Well, it's a pretty basic equation. 

More energy being used than being consumed = horse losing weight, skinny horse.

The food he's been on - a combination I presume of pasture grass, plus the hay and hard feed you mention - is not enough for him to keep his weight on.

The solution is pretty basic too - more care, more feed.

He needs sufficient and /or better feed to keep the weight on.
And he needs help keeping warm in the winter so that he doesn't burn it all off.

He also needs his teeth checked, and an all over check from the vet to see if anything else is going on.


----------



## emcne16 (Oct 12, 2012)

yes, 24/7 pasture.

What do you mean when you say he needs more feed, a larger quantity or what? The packets on the feed and the vet say what amounts to give and I've stuck to that or given a little more. It's currently summer so I don't rug him unless its raining, but I do in winter. Vet only did his teeth a month ago and they were all there in good condition, like I said she was not concerned about his health one bit and gave the all good. He does have a growth on his neck and I did ask about this and its impossible to know without getting it tested, but i'm pretty sure (not 100%) she said something about a dropped thyroid which could be a factor so I will get her out in a week or two to get that tested - she said that unless it changes size or texture than I do not need to worry but I am quite a bit (it has been the same size and was there before I bought him from the old owners photos)!


----------



## Drifting (Oct 26, 2011)

How old is he?


----------



## SueNH (Nov 7, 2011)

More hay, more hay and more hay.

Horses are also set up to eat constantly. The more meals you can break his feed up into the better off he is.

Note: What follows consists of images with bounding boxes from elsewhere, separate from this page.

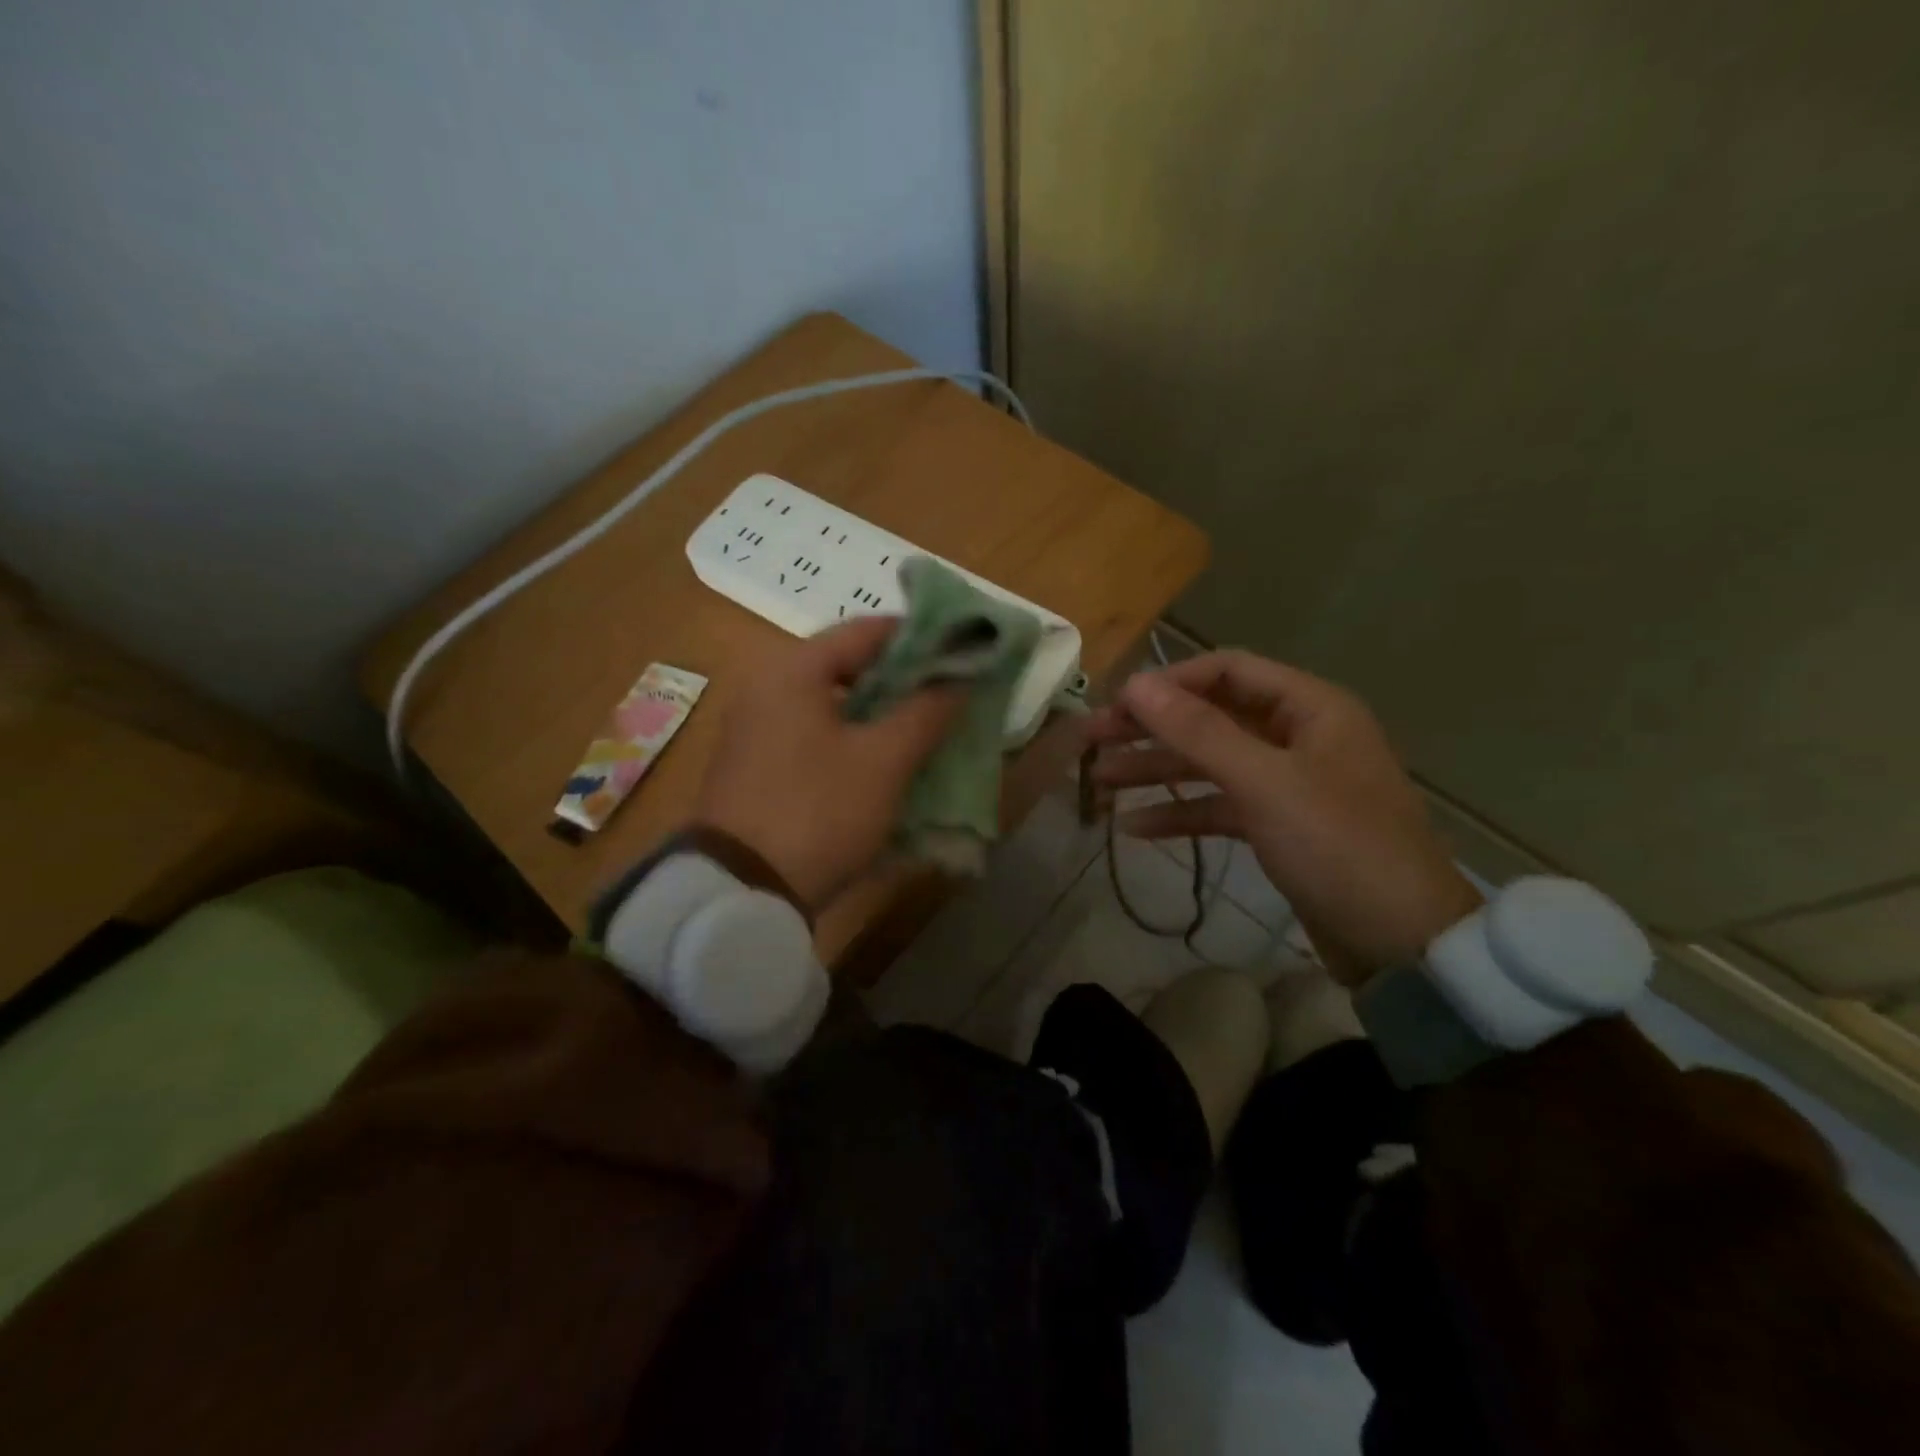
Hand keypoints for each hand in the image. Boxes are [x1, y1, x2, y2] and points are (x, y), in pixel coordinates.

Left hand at [694, 617, 961, 910]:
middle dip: (903, 679)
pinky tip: (885, 760)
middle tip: (949, 694)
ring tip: (926, 727)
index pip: (867, 630)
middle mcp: (767, 685)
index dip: (920, 638)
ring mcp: (756, 726)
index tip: (962, 654)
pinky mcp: (756, 763)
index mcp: (793, 669)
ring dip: (880, 711)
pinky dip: (852, 737)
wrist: (741, 891)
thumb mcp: (883, 761)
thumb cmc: (819, 812)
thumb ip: (925, 712)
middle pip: (848, 665)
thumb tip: (959, 679)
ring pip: (833, 703)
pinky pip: (815, 733)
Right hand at [1087, 650, 1482, 981]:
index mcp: (1309, 708)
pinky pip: (1221, 806)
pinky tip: (1136, 827)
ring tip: (1101, 781)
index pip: (1226, 671)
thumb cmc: (1338, 847)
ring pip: (1210, 763)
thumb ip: (1198, 731)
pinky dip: (1182, 813)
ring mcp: (1288, 783)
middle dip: (1152, 728)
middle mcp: (1298, 735)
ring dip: (1157, 770)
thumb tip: (1135, 684)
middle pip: (1211, 717)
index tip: (1116, 704)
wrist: (1403, 944)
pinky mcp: (1279, 826)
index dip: (1168, 683)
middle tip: (1093, 740)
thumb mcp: (1264, 783)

It's spring there, he shouldn't need a blanket. Honestly with the climate in Australia he shouldn't ever need a blanket at all. But I do understand it seems to be a more common practice there.

Dropped thyroid? Cushings? How old is this horse?

Mitavite - Scientifically Balanced Feeds

is that the feed? Obviously I have no experience with it being in the US but it looks like a nice senior feed. 

He really does look like he is not getting enough food or can't utilize the food he is getting. I would up the hay so he never runs out.


----------



## spirit88 (Jan 12, 2011)

could also have ulcers gastric and hindgut that will keep them from thriving,i know this all to well. He needs 24/7 hay should never be without hay to eat.


----------



## Shropshirerosie (Jan 24, 2012)

emcne16 said:


> yes, 24/7 pasture.
> 
> What do you mean when you say he needs more feed, a larger quantity or what?


Other folk are addressing the possible underlying health issues, so I'll stick to the feed.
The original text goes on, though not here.